In the first quarter, capital and exploration expenditures was US$7.8 billion, up 14 per cent from last year, as "we continue with plans to invest between US$33 billion and $37 billion per year over the next five years to develop new energy supplies to meet future demand growth," added Tillerson.

"Oil-equivalent production was more than 10 per cent higher than 2010, driven by ExxonMobil's assets in Qatar and our growing unconventional gas production. A milestone in production was reached in the redevelopment of Iraq's West Qurna 1 field by exceeding the 10 per cent improvement target. Current production is about 320,000 bpd (gross)."

Upstream earnings were US$8,67 million, up US$2,86 million from the first quarter of 2010. Higher crude oil and natural gas prices increased earnings by nearly US$2.6 billion. Production mix and volume effects decreased earnings by US$160 million.

Liquids production totaled 2,399 kbd (thousands of barrels per day), down 15 kbd from the first quarter of 2010. Excluding the impacts of entitlement volumes, OPEC quota effects and divestments, liquids production was up 2 per cent, as increased production in Qatar and the U.S. more than offset field decline.
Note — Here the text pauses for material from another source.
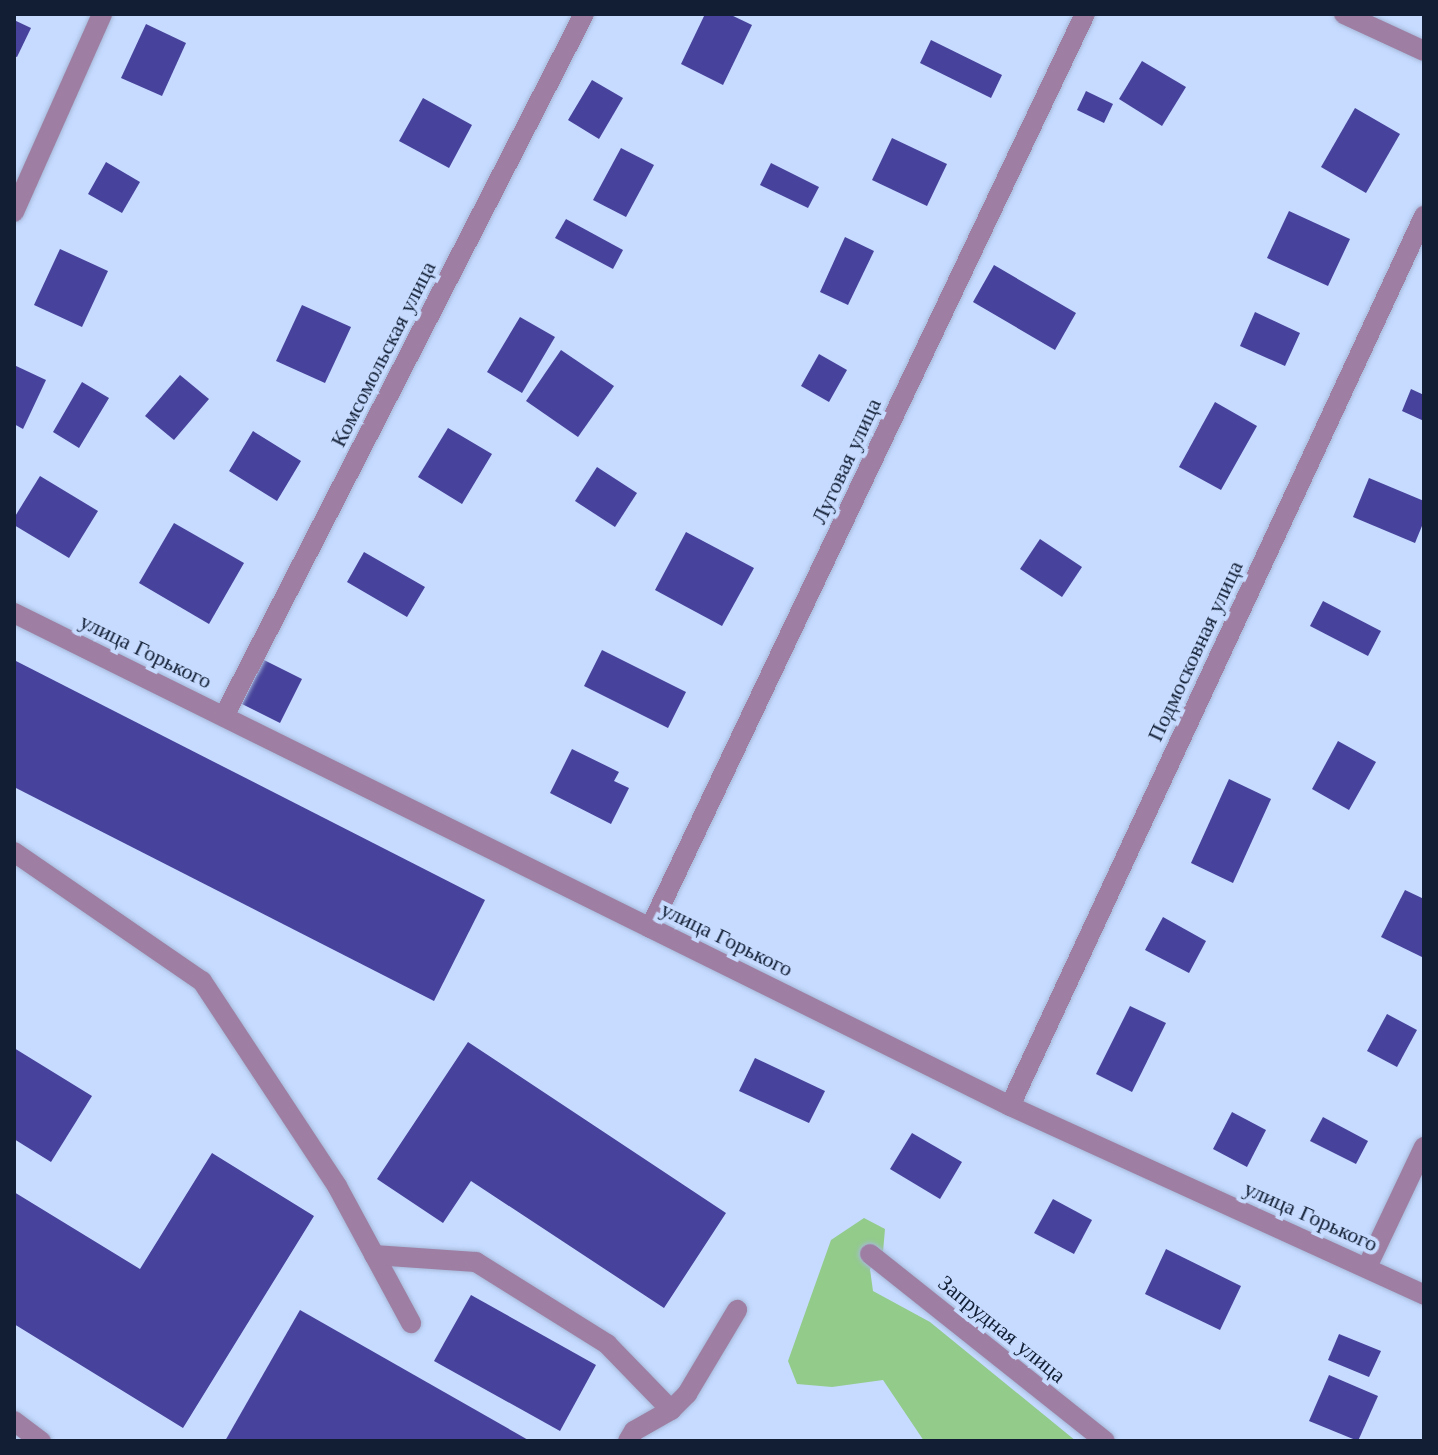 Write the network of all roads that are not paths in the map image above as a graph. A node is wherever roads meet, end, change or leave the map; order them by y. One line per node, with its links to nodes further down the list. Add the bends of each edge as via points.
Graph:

First quarter natural gas production was 14,525 mcfd, up 2,836 mcfd from 2010, driven by additional US unconventional gas volumes and project ramp-ups in Qatar.

Downstream earnings of US$1,099 million were up US$1,062 million from the first quarter of 2010. Higher industry refining margins, partly offset by lower marketing margins, increased earnings by US$470 million.

Record chemical earnings of US$1,516 million were US$267 million higher than the first quarter of 2010. Improved margins increased earnings by US$470 million, while other items, including the absence of asset management gains from 2010, decreased earnings by US$200 million.